:: WORK REQUEST ::
Below are records; count the lines that contain "الغانم" and state only that count.

☆ ☆ ☆ ☆ ☆ ☆ ☆

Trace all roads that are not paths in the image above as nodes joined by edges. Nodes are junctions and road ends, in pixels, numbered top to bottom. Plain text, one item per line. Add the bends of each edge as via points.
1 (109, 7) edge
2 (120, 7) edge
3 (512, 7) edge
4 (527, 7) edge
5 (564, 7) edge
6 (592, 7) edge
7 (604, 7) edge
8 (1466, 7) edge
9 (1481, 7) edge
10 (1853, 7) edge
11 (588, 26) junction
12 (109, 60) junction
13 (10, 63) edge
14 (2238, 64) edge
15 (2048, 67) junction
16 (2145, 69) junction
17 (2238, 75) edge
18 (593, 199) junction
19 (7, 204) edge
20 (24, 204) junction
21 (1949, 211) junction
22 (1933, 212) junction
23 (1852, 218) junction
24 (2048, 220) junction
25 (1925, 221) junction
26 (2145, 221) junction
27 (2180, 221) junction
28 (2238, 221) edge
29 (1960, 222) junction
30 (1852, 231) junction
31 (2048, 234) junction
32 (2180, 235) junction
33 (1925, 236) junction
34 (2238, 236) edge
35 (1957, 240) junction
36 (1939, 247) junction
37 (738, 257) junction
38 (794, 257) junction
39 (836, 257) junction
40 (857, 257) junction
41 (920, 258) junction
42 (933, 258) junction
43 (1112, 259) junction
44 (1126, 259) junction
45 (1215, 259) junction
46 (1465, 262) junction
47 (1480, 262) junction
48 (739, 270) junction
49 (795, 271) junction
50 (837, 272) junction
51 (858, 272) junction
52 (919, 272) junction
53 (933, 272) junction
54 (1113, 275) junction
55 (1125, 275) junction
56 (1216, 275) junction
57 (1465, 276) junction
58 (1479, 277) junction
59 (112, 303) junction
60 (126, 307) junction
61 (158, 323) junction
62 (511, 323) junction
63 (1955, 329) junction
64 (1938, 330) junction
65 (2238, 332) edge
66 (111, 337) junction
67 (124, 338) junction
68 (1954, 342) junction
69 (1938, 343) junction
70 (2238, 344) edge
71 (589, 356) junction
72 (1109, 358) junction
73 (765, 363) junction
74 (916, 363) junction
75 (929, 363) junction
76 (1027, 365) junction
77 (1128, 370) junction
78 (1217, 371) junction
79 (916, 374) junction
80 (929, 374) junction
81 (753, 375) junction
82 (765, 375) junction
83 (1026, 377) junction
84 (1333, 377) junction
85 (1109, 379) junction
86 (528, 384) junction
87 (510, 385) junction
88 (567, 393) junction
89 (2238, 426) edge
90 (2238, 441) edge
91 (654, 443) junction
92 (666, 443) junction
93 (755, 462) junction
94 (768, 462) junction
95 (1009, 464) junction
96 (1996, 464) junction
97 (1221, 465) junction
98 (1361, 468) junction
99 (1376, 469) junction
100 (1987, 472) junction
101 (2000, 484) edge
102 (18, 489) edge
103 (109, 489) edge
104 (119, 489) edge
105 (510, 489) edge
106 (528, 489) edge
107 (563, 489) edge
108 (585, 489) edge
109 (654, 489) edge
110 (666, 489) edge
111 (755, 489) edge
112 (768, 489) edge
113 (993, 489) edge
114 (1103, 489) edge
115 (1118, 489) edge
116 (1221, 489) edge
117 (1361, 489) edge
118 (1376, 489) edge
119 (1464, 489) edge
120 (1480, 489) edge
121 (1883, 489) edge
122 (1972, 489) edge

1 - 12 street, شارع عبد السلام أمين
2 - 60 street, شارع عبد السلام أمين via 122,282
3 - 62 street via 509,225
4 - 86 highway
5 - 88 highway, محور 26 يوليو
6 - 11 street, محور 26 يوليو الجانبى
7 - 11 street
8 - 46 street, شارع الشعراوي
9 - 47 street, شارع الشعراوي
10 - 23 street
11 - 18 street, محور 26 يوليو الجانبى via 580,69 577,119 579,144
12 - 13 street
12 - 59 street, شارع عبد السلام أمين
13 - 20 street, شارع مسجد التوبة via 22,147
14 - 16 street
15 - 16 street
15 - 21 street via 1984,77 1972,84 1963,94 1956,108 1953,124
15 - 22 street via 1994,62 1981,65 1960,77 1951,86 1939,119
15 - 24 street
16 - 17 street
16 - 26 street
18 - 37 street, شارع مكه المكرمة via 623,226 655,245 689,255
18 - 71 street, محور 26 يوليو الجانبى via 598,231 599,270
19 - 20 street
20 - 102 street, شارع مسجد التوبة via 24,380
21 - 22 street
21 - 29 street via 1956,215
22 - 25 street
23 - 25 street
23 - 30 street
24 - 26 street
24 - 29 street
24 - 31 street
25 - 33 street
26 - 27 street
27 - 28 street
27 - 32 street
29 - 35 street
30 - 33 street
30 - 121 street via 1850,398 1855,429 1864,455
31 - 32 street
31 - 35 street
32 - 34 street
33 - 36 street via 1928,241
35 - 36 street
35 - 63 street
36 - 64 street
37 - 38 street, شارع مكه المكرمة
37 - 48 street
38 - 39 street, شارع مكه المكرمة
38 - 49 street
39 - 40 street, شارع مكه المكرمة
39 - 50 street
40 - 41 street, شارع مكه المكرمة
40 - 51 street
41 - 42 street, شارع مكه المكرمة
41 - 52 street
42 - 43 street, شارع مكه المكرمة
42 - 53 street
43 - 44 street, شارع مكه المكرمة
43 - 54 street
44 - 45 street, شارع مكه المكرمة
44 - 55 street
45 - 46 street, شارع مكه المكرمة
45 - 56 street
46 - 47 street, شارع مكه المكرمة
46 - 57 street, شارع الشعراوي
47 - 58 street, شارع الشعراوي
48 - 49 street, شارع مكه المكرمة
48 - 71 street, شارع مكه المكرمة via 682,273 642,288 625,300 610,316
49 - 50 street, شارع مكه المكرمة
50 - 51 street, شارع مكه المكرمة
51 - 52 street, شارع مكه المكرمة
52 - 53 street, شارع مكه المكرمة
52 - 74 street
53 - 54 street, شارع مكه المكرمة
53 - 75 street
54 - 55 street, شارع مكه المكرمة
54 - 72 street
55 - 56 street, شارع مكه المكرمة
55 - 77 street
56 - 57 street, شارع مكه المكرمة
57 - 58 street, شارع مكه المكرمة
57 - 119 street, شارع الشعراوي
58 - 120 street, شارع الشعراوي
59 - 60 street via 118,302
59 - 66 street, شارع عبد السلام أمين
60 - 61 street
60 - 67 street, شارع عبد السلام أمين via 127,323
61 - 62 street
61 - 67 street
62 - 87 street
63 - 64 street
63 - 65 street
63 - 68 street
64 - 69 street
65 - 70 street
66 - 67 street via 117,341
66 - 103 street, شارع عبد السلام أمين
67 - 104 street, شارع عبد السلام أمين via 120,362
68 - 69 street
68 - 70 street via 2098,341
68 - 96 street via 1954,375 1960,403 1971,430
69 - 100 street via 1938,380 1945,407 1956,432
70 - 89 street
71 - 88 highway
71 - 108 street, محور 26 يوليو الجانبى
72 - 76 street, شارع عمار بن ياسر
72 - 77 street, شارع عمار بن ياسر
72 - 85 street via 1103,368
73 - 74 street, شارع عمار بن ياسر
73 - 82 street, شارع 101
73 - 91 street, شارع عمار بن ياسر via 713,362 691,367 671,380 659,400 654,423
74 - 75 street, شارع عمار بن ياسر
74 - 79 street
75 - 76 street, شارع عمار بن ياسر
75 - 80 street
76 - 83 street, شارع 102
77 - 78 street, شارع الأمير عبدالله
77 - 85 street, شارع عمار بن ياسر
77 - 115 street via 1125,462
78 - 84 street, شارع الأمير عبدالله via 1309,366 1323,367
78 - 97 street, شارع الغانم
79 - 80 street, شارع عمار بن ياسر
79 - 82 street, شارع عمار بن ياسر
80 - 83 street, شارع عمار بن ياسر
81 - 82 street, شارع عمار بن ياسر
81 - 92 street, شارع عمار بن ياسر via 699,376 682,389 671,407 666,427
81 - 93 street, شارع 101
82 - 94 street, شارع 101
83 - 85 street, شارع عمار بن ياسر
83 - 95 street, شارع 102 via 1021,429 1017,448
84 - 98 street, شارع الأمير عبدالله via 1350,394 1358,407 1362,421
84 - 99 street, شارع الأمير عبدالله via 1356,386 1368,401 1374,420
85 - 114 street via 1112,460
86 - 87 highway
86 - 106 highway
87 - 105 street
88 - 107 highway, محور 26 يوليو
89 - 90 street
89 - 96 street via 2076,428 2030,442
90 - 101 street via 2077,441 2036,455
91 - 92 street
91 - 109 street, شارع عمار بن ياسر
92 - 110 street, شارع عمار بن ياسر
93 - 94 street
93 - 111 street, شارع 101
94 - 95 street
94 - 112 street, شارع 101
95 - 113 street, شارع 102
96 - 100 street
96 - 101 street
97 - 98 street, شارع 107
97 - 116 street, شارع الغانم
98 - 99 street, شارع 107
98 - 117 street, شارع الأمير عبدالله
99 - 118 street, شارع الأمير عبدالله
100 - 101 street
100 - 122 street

☆ ☆ ☆ ☆ ☆ ☆ ☆

:: OUTPUT FOR THIS EXERCISE ::
2